Review the material line by line. Identify and copy every line that contains the string "edges".

Supplied material:
☆ ☆ ☆ ☆

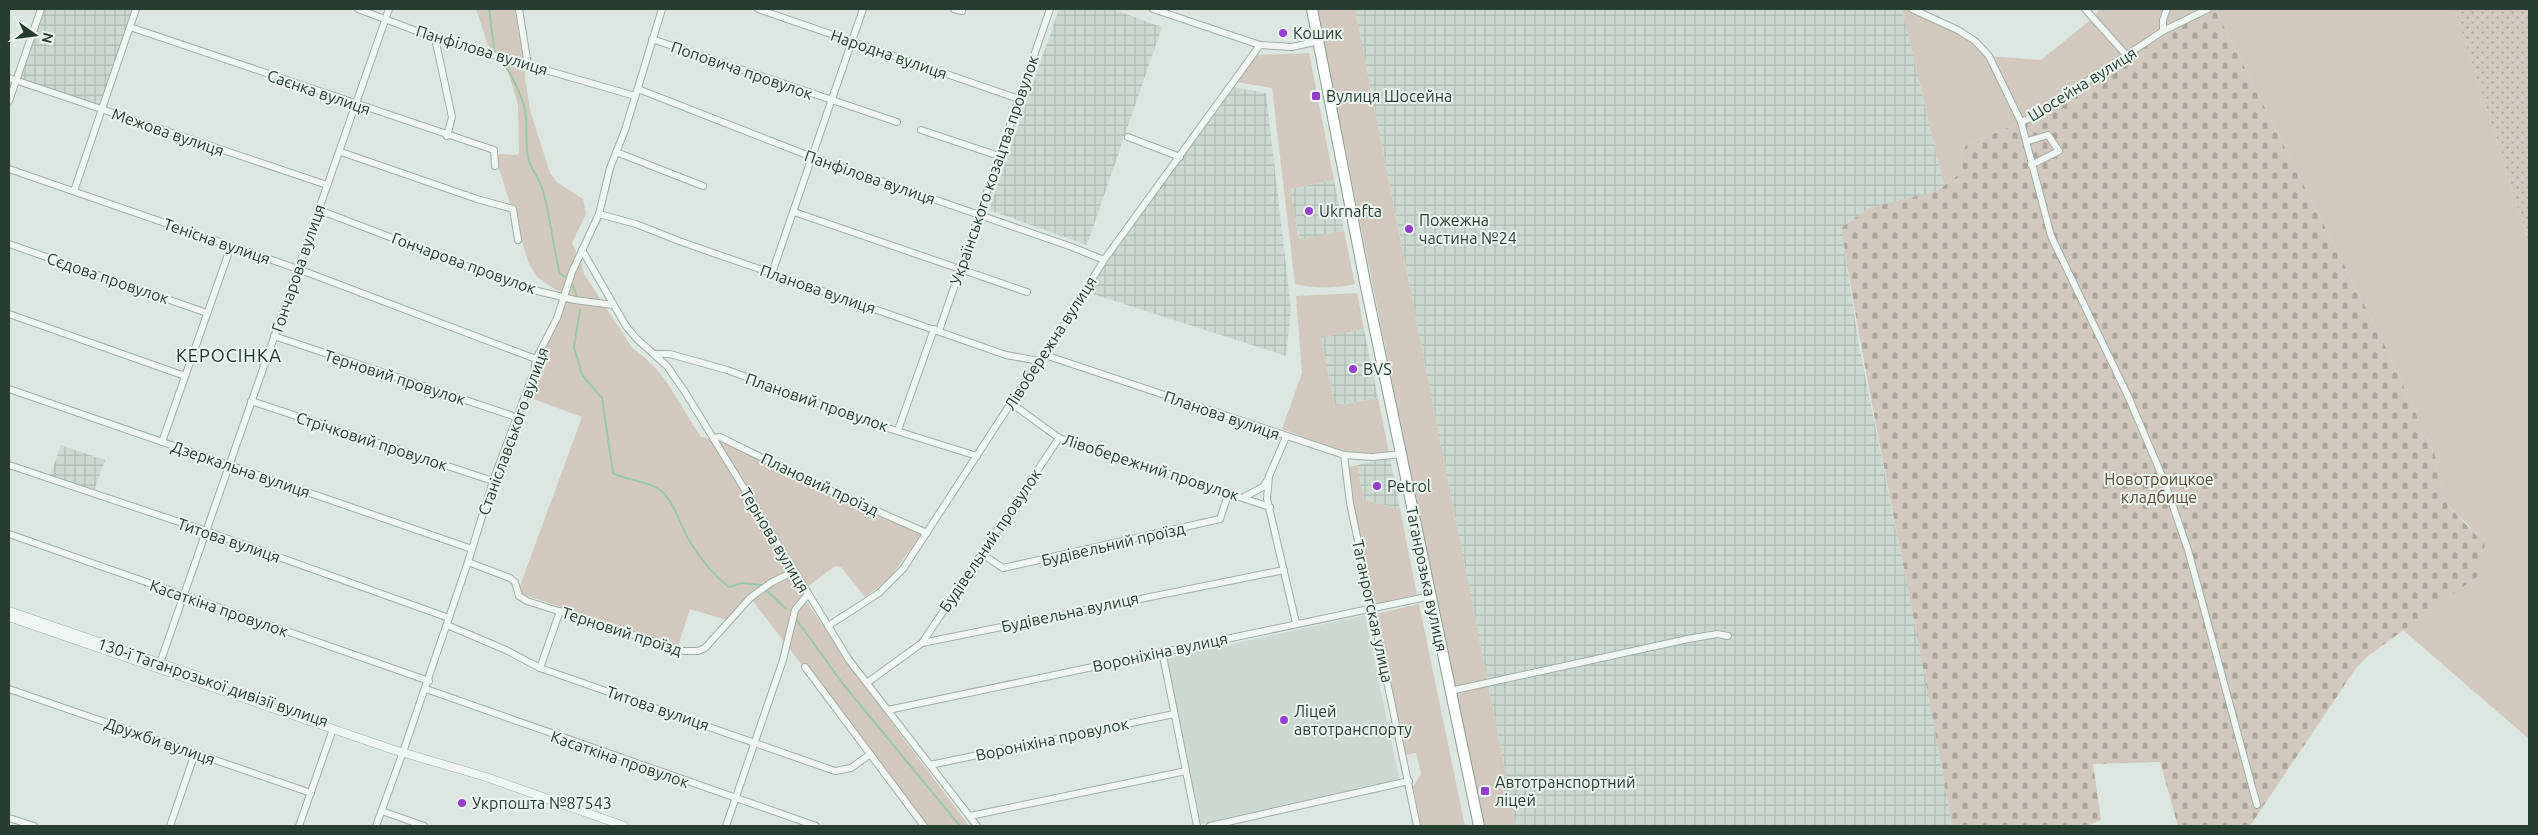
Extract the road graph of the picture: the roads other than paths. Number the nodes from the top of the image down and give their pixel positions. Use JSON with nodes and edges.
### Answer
{"nodes":[{"id":1,"x":41,"y":9,"type":"edge"},
{"id":2,"x":136,"y":9,"type":"edge"},
{"id":3,"x":358,"y":9,"type":"edge"},
{"id":4,"x":389,"y":9,"type":"edge"},
{"id":5,"x":519,"y":9,"type":"edge"},
{"id":6,"x":662,"y":9,"type":"edge"},
{"id":7,"x":758,"y":9,"type":"edge"},
{"id":8,"x":864,"y":9,"type":"edge"},
{"id":9,"x":954,"y":9,"type":"edge"},
{"id":10,"x":1050,"y":9,"type":"edge"},
{"id":11,"x":1152,"y":9,"type":"edge"},
{"id":12,"x":1312,"y":9,"type":"edge"},
{"id":13,"x":1912,"y":9,"type":"edge"},
{"id":14,"x":2086,"y":9,"type":"edge"},
{"id":15,"x":2167,"y":9,"type":"edge"},
{"id":16,"x":2208,"y":9,"type":"edge"},
{"id":17,"x":962,"y":11,"type":"dead end"},
{"id":18,"x":386,"y":18,"type":"junction"},
{"id":19,"x":130,"y":27,"type":"junction"},
{"id":20,"x":2163,"y":31,"type":"junction"},
{"id":21,"x":436,"y":38,"type":"junction"},
{"id":22,"x":652,"y":39,"type":"junction"},
{"id":23,"x":852,"y":41,"type":"junction"},
{"id":24,"x":1319,"y":41,"type":"junction"},
{"id":25,"x":1260,"y":45,"type":"junction"},
{"id":26,"x":2128,"y":57,"type":"junction"},
{"id":27,"x":528,"y":65,"type":"junction"},
{"id":28,"x":9,"y":78,"type":"edge"},
{"id":29,"x":16,"y":81,"type":"junction"},
{"id":30,"x":636,"y":92,"type":"junction"},
{"id":31,"x":1019,"y":99,"type":"junction"},
{"id":32,"x":9,"y":101,"type":"edge"},
{"id":33,"x":832,"y":101,"type":"junction"},
{"id":34,"x":356,"y":105,"type":"junction"},
{"id":35,"x":101,"y":109,"type":"junction"},
{"id":36,"x":897,"y":122,"type":"dead end"},
{"id":37,"x":2021,"y":122,"type":"junction"},
{"id":38,"x":921,"y":130,"type":"dead end"},
{"id":39,"x":447,"y":136,"type":"junction"},
{"id":40,"x":1128,"y":137,"type":"dead end"},
{"id":41,"x":2028,"y":141,"type":"junction"},
{"id":42,"x":340,"y":152,"type":"junction"},
{"id":43,"x":616,"y":152,"type":"junction"},
{"id":44,"x":999,"y":156,"type":"junction"},
{"id":45,"x":812,"y":157,"type":"junction"},
{"id":46,"x":1180,"y":157,"type":"junction"},
{"id":47,"x":2031,"y":165,"type":"junction"},
{"id":48,"x":495,"y":166,"type":"dead end"},
{"id":49,"x":9,"y":169,"type":"edge"},
{"id":50,"x":327,"y":185,"type":"junction"},
{"id":51,"x":702,"y":186,"type":"dead end"},
{"id":52,"x":74,"y":191,"type":"junction"},
{"id":53,"x":318,"y":210,"type":"junction"},
{"id":54,"x":794,"y":212,"type":"junction"},
{"id":55,"x":599,"y":214,"type":"junction"},
{"id":56,"x":979,"y":214,"type":"junction"},
{"id":57,"x":518,"y":240,"type":"dead end"},
{"id":58,"x":9,"y":244,"type":"edge"},
{"id":59,"x":231,"y":246,"type":"junction"},
{"id":60,"x":582,"y":250,"type":"junction"},
{"id":61,"x":1104,"y":260,"type":"junction"},
{"id":62,"x":298,"y":269,"type":"junction"},
{"id":63,"x":959,"y":270,"type":"junction"},
{"id":64,"x":772,"y":273,"type":"junction"},
{"id":65,"x":1027,"y":292,"type":"dead end"},
{"id":66,"x":564,"y":296,"type":"junction"},
{"id":67,"x":613,"y":305,"type":"junction"},
{"id":68,"x":207,"y":313,"type":"junction"},
{"id":69,"x":9,"y":314,"type":"edge"},
{"id":70,"x":936,"y":330,"type":"junction"},
{"id":71,"x":274,"y":336,"type":"junction"},
{"id":72,"x":656,"y":354,"type":"junction"},
{"id":73,"x":1045,"y":355,"type":"junction"},
{"id":74,"x":536,"y":359,"type":"junction"},
{"id":75,"x":1039,"y":361,"type":"junction"},
{"id":76,"x":185,"y":376,"type":"junction"},
{"id":77,"x":9,"y":389,"type":"edge"},
{"id":78,"x":251,"y":401,"type":"junction"},
{"id":79,"x":1011,"y":404,"type":"junction"},
{"id":80,"x":516,"y":417,"type":"junction"},
{"id":81,"x":898,"y":430,"type":"junction"},
{"id":82,"x":1286,"y":437,"type":"junction"},
{"id":83,"x":713,"y":438,"type":"junction"},
{"id":84,"x":1059,"y":438,"type":"junction"},
{"id":85,"x":162,"y":442,"type":"junction"},
{"id":86,"x":1402,"y":454,"type":"junction"},
{"id":87,"x":1344,"y":455,"type":"junction"},
{"id":88,"x":977,"y":456,"type":"junction"},
{"id":89,"x":9,"y":465,"type":"edge"},
{"id":90,"x":228,"y":465,"type":"junction"},
{"id":91,"x":1270,"y":476,"type":"junction"},
{"id":92,"x":493,"y":481,"type":"junction"},
{"id":93,"x":1229,"y":492,"type":"junction"},
{"id":94,"x":1244,"y":497,"type":"junction"},
{"id":95,"x":1270,"y":507,"type":"junction"},
{"id":96,"x":206,"y":531,"type":"junction"},
{"id":97,"x":927,"y":533,"type":"junction"},
{"id":98,"x":9,"y":534,"type":"edge"},
{"id":99,"x":472,"y":549,"type":"junction"},
{"id":100,"x":982,"y":554,"type":"junction"},
{"id":101,"x":468,"y":562,"type":"junction"},
{"id":102,"x":1284,"y":570,"type":"junction"},
{"id":103,"x":793,"y":572,"type":"junction"},
{"id":104,"x":808,"y":594,"type":"junction"},
{"id":105,"x":184,"y":596,"type":"junction"},
{"id":106,"x":1431,"y":596,"type":"junction"},
{"id":107,"x":1372,"y":608,"type":"junction"},
{"id":108,"x":9,"y":611,"type":"edge"},
{"id":109,"x":560,"y":611,"type":"junction"},
{"id":110,"x":9,"y":617,"type":"edge"},
{"id":111,"x":448,"y":622,"type":"junction"},
{"id":112,"x":1296,"y":623,"type":"junction"},
{"id":113,"x":828,"y":626,"type":"junction"},
{"id":114,"x":1728,"y":636,"type":"dead end"},
{"id":115,"x":922,"y":643,"type":"junction"},
{"id":116,"x":1162,"y":651,"type":"junction"},
{"id":117,"x":159,"y":666,"type":"junction"},
{"id":118,"x":804,"y":667,"type":"dead end"},
{"id":119,"x":540,"y":668,"type":"junction"},
{"id":120,"x":428,"y":680,"type":"junction"},
{"id":121,"x":868,"y":682,"type":"junction"},
{"id":122,"x":9,"y":689,"type":"edge"},
{"id":123,"x":426,"y":689,"type":"junction"},
{"id":124,"x":1450,"y":691,"type":"junction"},
{"id":125,"x":888,"y":710,"type":"junction"},
{"id":126,"x":1174,"y":714,"type":"junction"},
{"id":127,"x":334,"y":726,"type":"junction"},
{"id":128,"x":755,"y":742,"type":"junction"},
{"id":129,"x":404,"y":750,"type":"junction"},
{"id":130,"x":195,"y":754,"type":"junction"},
{"id":131,"x":869,"y":755,"type":"junction"},
{"id":132,"x":930,"y":764,"type":"junction"},
{"id":133,"x":1186,"y":770,"type":"junction"},
{"id":134,"x":1409,"y":781,"type":"junction"},
{"id":135,"x":311,"y":793,"type":"junction"},
{"id":136,"x":736,"y":799,"type":"junction"},
{"id":137,"x":2257,"y":806,"type":"dead end"},
{"id":138,"x":382,"y":811,"type":"junction"},
{"id":139,"x":970,"y":816,"type":"junction"},
{"id":140,"x":9,"y":818,"type":"edge"},
{"id":141,"x":34,"y":826,"type":"edge"},
{"id":142,"x":170,"y":826,"type":"edge"},
{"id":143,"x":299,"y":826,"type":"edge"},
{"id":144,"x":376,"y":826,"type":"edge"},
{"id":145,"x":424,"y":826,"type":"edge"},
{"id":146,"x":624,"y":826,"type":"edge"},
{"id":147,"x":726,"y":826,"type":"edge"},
{"id":148,"x":816,"y":826,"type":"edge"},
{"id":149,"x":923,"y":826,"type":"edge"},
{"id":150,"x":977,"y":826,"type":"edge"},
{"id":151,"x":1197,"y":826,"type":"edge"},
{"id":152,"x":1210,"y":826,"type":"edge"},
{"id":153,"x":1417,"y":826,"type":"edge"},
{"id":154,"x":1479,"y":826,"type":"edge"}],
"edges":[{"from":1,"to":29,"type":"street"},
{"from":2,"to":19,"type":"street"},
{"from":3,"to":18,"type":"street","name":"Панфілова вулиця"},
{"from":4,"to":18,"type":"street","name":"Гончарова вулиця"},
{"from":5,"to":27,"type":"street"},
{"from":6,"to":22,"type":"street","name":"Станіславського вулиця"},
{"from":7,"to":23,"type":"street","name":"Народна вулиця"},
{"from":8,"to":23,"type":"street"},
{"from":9,"to":17,"type":"street"},
{"from":10,"to":31,"type":"street","name":"Українського козацтва провулок"},
{"from":11,"to":25,"type":"street"},
{"from":12,"to":24,"type":"highway","name":"Таганрозька вулиця"},
{"from":13,"to":37,"type":"street","name":"Шосейна вулиця"},
{"from":14,"to":26,"type":"street"},
{"from":15,"to":20,"type":"street"},
{"from":16,"to":20,"type":"street","name":"Шосейна вулиця"},
{"from":18,"to":21,"type":"street","name":"Панфілова вулиця"},
{"from":18,"to":34,"type":"street","name":"Гончарова вулиця"},
{"from":19,"to":34,"type":"street","name":"Саєнка вулиця"},
{"from":19,"to":35,"type":"street"},
{"from":20,"to":26,"type":"street","name":"Шосейна вулиця"},
{"from":21,"to":27,"type":"street","name":"Панфілова вулиця"},
{"from":21,"to":39,"type":"street"},
{"from":22,"to":30,"type":"street","name":"Станіславського вулиця"},
{"from":22,"to":33,"type":"street","name":"Поповича провулок"},
{"from":23,"to":31,"type":"street","name":"Народна вулиця"},
{"from":23,"to":33,"type":"street"},
{"from":24,"to":25,"type":"street"},
{"from":24,"to":86,"type":"highway","name":"Таганрозька вулиця"},
{"from":25,"to":46,"type":"street","name":"Лівобережна вулиця"},
{"from":26,"to":37,"type":"street","name":"Шосейна вулиця"},
{"from":27,"to":30,"type":"street","name":"Панфілова вулиця"},
{"from":28,"to":29,"type":"street","name":"Межова вулиця"},
{"from":29,"to":32,"type":"street"},
{"from":29,"to":35,"type":"street","name":"Межова вулиця"},
{"from":30,"to":43,"type":"street","name":"Станіславського вулиця"},
{"from":30,"to":45,"type":"street","name":"Панфілова вулиця"},
{"from":31,"to":44,"type":"street","name":"Українського козацтва провулок"},
{"from":33,"to":36,"type":"street","name":"Поповича провулок"},
{"from":33,"to":45,"type":"street"},
{"from":34,"to":39,"type":"street","name":"Саєнка вулиця"},
{"from":34,"to":42,"type":"street","name":"Гончарова вулиця"},
{"from":35,"to":50,"type":"street","name":"Межова вулиця"},
{"from":35,"to":52,"type":"street"},
{"from":37,"to":41,"type":"street"},
{"from":38,"to":44,"type":"street"},
{"from":39,"to":48,"type":"street","name":"Саєнка вулиця"},
{"from":40,"to":46,"type":"street"},
{"from":41,"to":47,"type":"street"},
{"from":41,"to":47,"type":"street"},
{"from":42,"to":50,"type":"street","name":"Гончарова вулиця"},
{"from":42,"to":57,"type":"street"},
{"from":43,"to":51,"type":"street"},
{"from":43,"to":55,"type":"street","name":"Станіславського вулиця"},
{"from":44,"to":56,"type":"street","name":"Українського козацтва провулок"},
{"from":45,"to":54,"type":"street"},
{"from":45,"to":56,"type":"street","name":"Панфілова вулиця"},
{"from":46,"to":61,"type":"street","name":"Лівобережна вулиця"},
{"from":47,"to":137,"type":"street"},
{"from":49,"to":52,"type":"street","name":"Тенісна вулиця"},
{"from":50,"to":53,"type":"street","name":"Гончарова вулиця"},
{"from":52,"to":59,"type":"street","name":"Тенісна вулиця"},
{"from":53,"to":62,"type":"street","name":"Гончарова вулиця"},
{"from":53,"to":66,"type":"street","name":"Гончарова провулок"},
{"from":54,"to":63,"type":"street"},
{"from":54,"to":64,"type":"street"},
{"from":55,"to":60,"type":"street","name":"Станіславського вулиця"},
{"from":55,"to":64,"type":"street","name":"Планова вулиця"},
{"from":56,"to":61,"type":"street","name":"Панфілова вулиця"},
{"from":56,"to":63,"type":"street","name":"Українського козацтва провулок"},
{"from":58,"to":68,"type":"street","name":"Сєдова провулок"},
{"from":59,"to":62,"type":"street","name":"Тенісна вулиця"},
{"from":59,"to":68,"type":"street"},
{"from":60,"to":66,"type":"street","name":"Станіславського вулиця"},
{"from":60,"to":67,"type":"street","name":"Тернова вулиця"},
{"from":61,"to":73,"type":"street","name":"Лівобережна вулиця"},
{"from":62,"to":71,"type":"street","name":"Гончарова вулиця"},
{"from":62,"to":74,"type":"street","name":"Тенісна вулиця"},
{"from":63,"to":65,"type":"street"},
{"from":63,"to":70,"type":"street","name":"Українського козацтва провулок"},
{"from":64,"to":70,"type":"street","name":"Планова вулиця"},
{"from":66,"to":67,"type":"street","name":"Гончарова провулок"},
{"from":66,"to":74,"type":"street","name":"Станіславського вулиця"},
{"from":67,"to":72,"type":"street","name":"Тернова вулиця"},
{"from":68,"to":76,"type":"street"},
{"from":69,"to":76,"type":"street"},
{"from":70,"to":75,"type":"street","name":"Планова вулиця"},
{"from":70,"to":81,"type":"street","name":"Українського козацтва провулок"},
{"from":71,"to":78,"type":"street","name":"Гончарова вулиця"},
{"from":71,"to":80,"type":"street","name":"Терновий провулок"},
{"from":72,"to":81,"type":"street","name":"Плановий провулок"},
{"from":72,"to":83,"type":"street","name":"Тернова вулиця"},
{"from":73,"to":75,"type":"street","name":"Лівобережна вулиця"},
{"from":73,"to":82,"type":"street","name":"Планова вулиця"},
{"from":74,"to":80,"type":"street","name":"Станіславського вулиця"},
{"from":75,"to":79,"type":"street","name":"Лівобережна вулиця"},
{"from":76,"to":85,"type":"street"},
{"from":77,"to":85,"type":"street","name":"Дзеркальна вулиця"},
{"from":78,"to":90,"type":"street","name":"Гончарова вулиця"},
{"from":78,"to":92,"type":"street","name":"Стрічковий провулок"},
{"from":79,"to":84,"type":"street","name":"Лівобережний провулок"},
{"from":79,"to":88,"type":"street","name":"Лівобережна вулиця"},
{"from":80,"to":92,"type":"street","name":"Станіславського вулиця"},
{"from":81,"to":88,"type":"street","name":"Плановий провулок"},
{"from":82,"to":87,"type":"street","name":"Планова вулиця"},
{"from":82,"to":91,"type":"street"},
{"from":83,"to":97,"type":"street","name":"Плановий проїзд"},
{"from":83,"to":103,"type":"street","name":"Тернова вулиця"},
{"from":84,"to":93,"type":"street","name":"Лівобережний провулок"},
{"from":84,"to":100,"type":"street","name":"Будівельний провулок"},
{"from":85,"to":90,"type":"street","name":"Дзеркальна вулиця"},
{"from":86,"to":87,"type":"street","name":"Планова вулиця"},
{"from":86,"to":106,"type":"highway","name":"Таганрозька вулиця"},
{"from":87,"to":107,"type":"street","name":"Таганрогская улица"},
{"from":88,"to":97,"type":"street","name":"Лівобережна вулиця"},
{"from":89,"to":96,"type":"street","name":"Титова вулиця"},
{"from":90,"to":96,"type":"street","name":"Гончарова вулиця"},
{"from":90,"to":99,"type":"street","name":"Дзеркальна вулиця"},
{"from":91,"to":94,"type":"street"},
{"from":91,"to":95,"type":"street"},
{"from":92,"to":99,"type":"street","name":"Станіславського вулиця"},
{"from":93,"to":94,"type":"street","name":"Лівобережний провулок"},
{"from":93,"to":100,"type":"street","name":"Будівельний проїзд"},
{"from":94,"to":95,"type":"street","name":"Лівобережний провулок"},
{"from":95,"to":102,"type":"street"},
{"from":96,"to":105,"type":"street","name":"Гончарова вулиця"},
{"from":96,"to":111,"type":"street","name":"Титова вулиця"},
{"from":97,"to":113,"type":"street","name":"Лівобережна вулиця"},
{"from":98,"to":105,"type":"street","name":"Касаткіна провулок"},
{"from":99,"to":101,"type":"street","name":"Станіславського вулиця"},
{"from":100,"to":115,"type":"street","name":"Будівельний провулок"},
{"from":101,"to":109,"type":"street","name":"Терновий проїзд"},
{"from":101,"to":111,"type":"street","name":"Станіславського вулиця"},
{"from":102,"to":112,"type":"street"},
{"from":102,"to":115,"type":"street","name":"Будівельна вулиця"},
{"from":103,"to":104,"type":"street","name":"Тернова вулиця"},
{"from":103,"to":109,"type":"street","name":"Терновий проїзд"},
{"from":104,"to":113,"type":"street","name":"Тернова вулиця"},
{"from":104,"to":128,"type":"street"},
{"from":105,"to":117,"type":"street","name":"Гончарова вулиця"},
{"from":105,"to":120,"type":"street","name":"Касаткіна провулок"},
{"from":106,"to":107,"type":"street","name":"Вороніхіна вулиця"},
{"from":106,"to":124,"type":"highway","name":"Таганрозька вулиця"},
{"from":107,"to":112,"type":"street","name":"Вороніхіна вулиця"},
{"from":107,"to":134,"type":"street","name":"Таганрогская улица"},
{"from":108,"to":117,"type":"street","name":"130-ї Таганрозької дивізії вулиця"},
{"from":109,"to":119,"type":"street"},
{"from":110,"to":117,"type":"street","name":"130-ї Таганрозької дивізії вулиця"},
{"from":111,"to":119,"type":"street","name":"Титова вулиця"},
{"from":111,"to":120,"type":"street","name":"Станіславського вулиця"},
{"from":112,"to":116,"type":"street","name":"Вороніхіна вулиця"},
{"from":113,"to":121,"type":"street","name":"Тернова вулиця"},
{"from":114,"to":124,"type":"street"},
{"from":115,"to":121,"type":"street","name":"Будівельна вулиця"},
{"from":116,"to":125,"type":"street","name":"Вороніхіна вулиця"},
{"from":116,"to":126,"type":"street"},
{"from":117,"to":127,"type":"street","name":"130-ї Таганрозької дивізії вулиця"},
{"from":118,"to":131,"type":"street"},
{"from":119,"to":128,"type":"street","name":"Титова вулиця"},
{"from":120,"to":123,"type":"street","name":"Станіславського вулиця"},
{"from":121,"to":125,"type":"street","name":"Тернова вулиця"},
{"from":122,"to":130,"type":"street","name":"Дружби вулиця"},
{"from":123,"to":129,"type":"street","name":"Станіславського вулиця"},
{"from":123,"to":136,"type":"street","name":"Касаткіна провулок"},
{"from":124,"to":154,"type":"highway","name":"Таганрозька вулиця"},
{"from":125,"to":132,"type":"street","name":"Тернова вулиця"},
{"from":126,"to":132,"type":"street","name":"Вороніхіна провулок"},
{"from":126,"to":133,"type":"street"},
{"from":127,"to":129,"type":"street","name":"130-ї Таганрозької дивізії вулиця"},
{"from":127,"to":135,"type":"street"},
{"from":128,"to":131,"type":"street","name":"Титова вулиця"},
{"from":128,"to":136,"type":"street"},
{"from":129,"to":138,"type":"street","name":"Станіславського вулиця"},
{"from":129,"to":146,"type":"street","name":"130-ї Таганрозької дивізії вулиця"},
{"from":130,"to":135,"type":"street","name":"Дружби вулиця"},
{"from":130,"to":142,"type":"street"},
{"from":131,"to":149,"type":"street"},
{"from":132,"to":139,"type":"street","name":"Тернова вулиця"},
{"from":133,"to":139,"type":"street"},
{"from":133,"to":151,"type":"street"},
{"from":134,"to":152,"type":"street"},
{"from":134,"to":153,"type":"street","name":"Таганрогская улица"},
{"from":135,"to":143,"type":"street"},
{"from":136,"to":147,"type":"street"},
{"from":136,"to":148,"type":"street","name":"Касаткіна провулок"},
{"from":138,"to":144,"type":"street","name":"Станіславського вулиця"},
{"from":138,"to":145,"type":"street"},
{"from":139,"to":150,"type":"street","name":"Тернова вулиця"},
{"from":140,"to":141,"type":"street"}]}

☆ ☆ ☆ ☆

Your response:
Extract the road graph of the picture: the roads other than paths. Number the nodes from the top of the image down and give their pixel positions. Use JSON with nodes and edges.
"edges":[{"from":1,"to":29,"type":"street"},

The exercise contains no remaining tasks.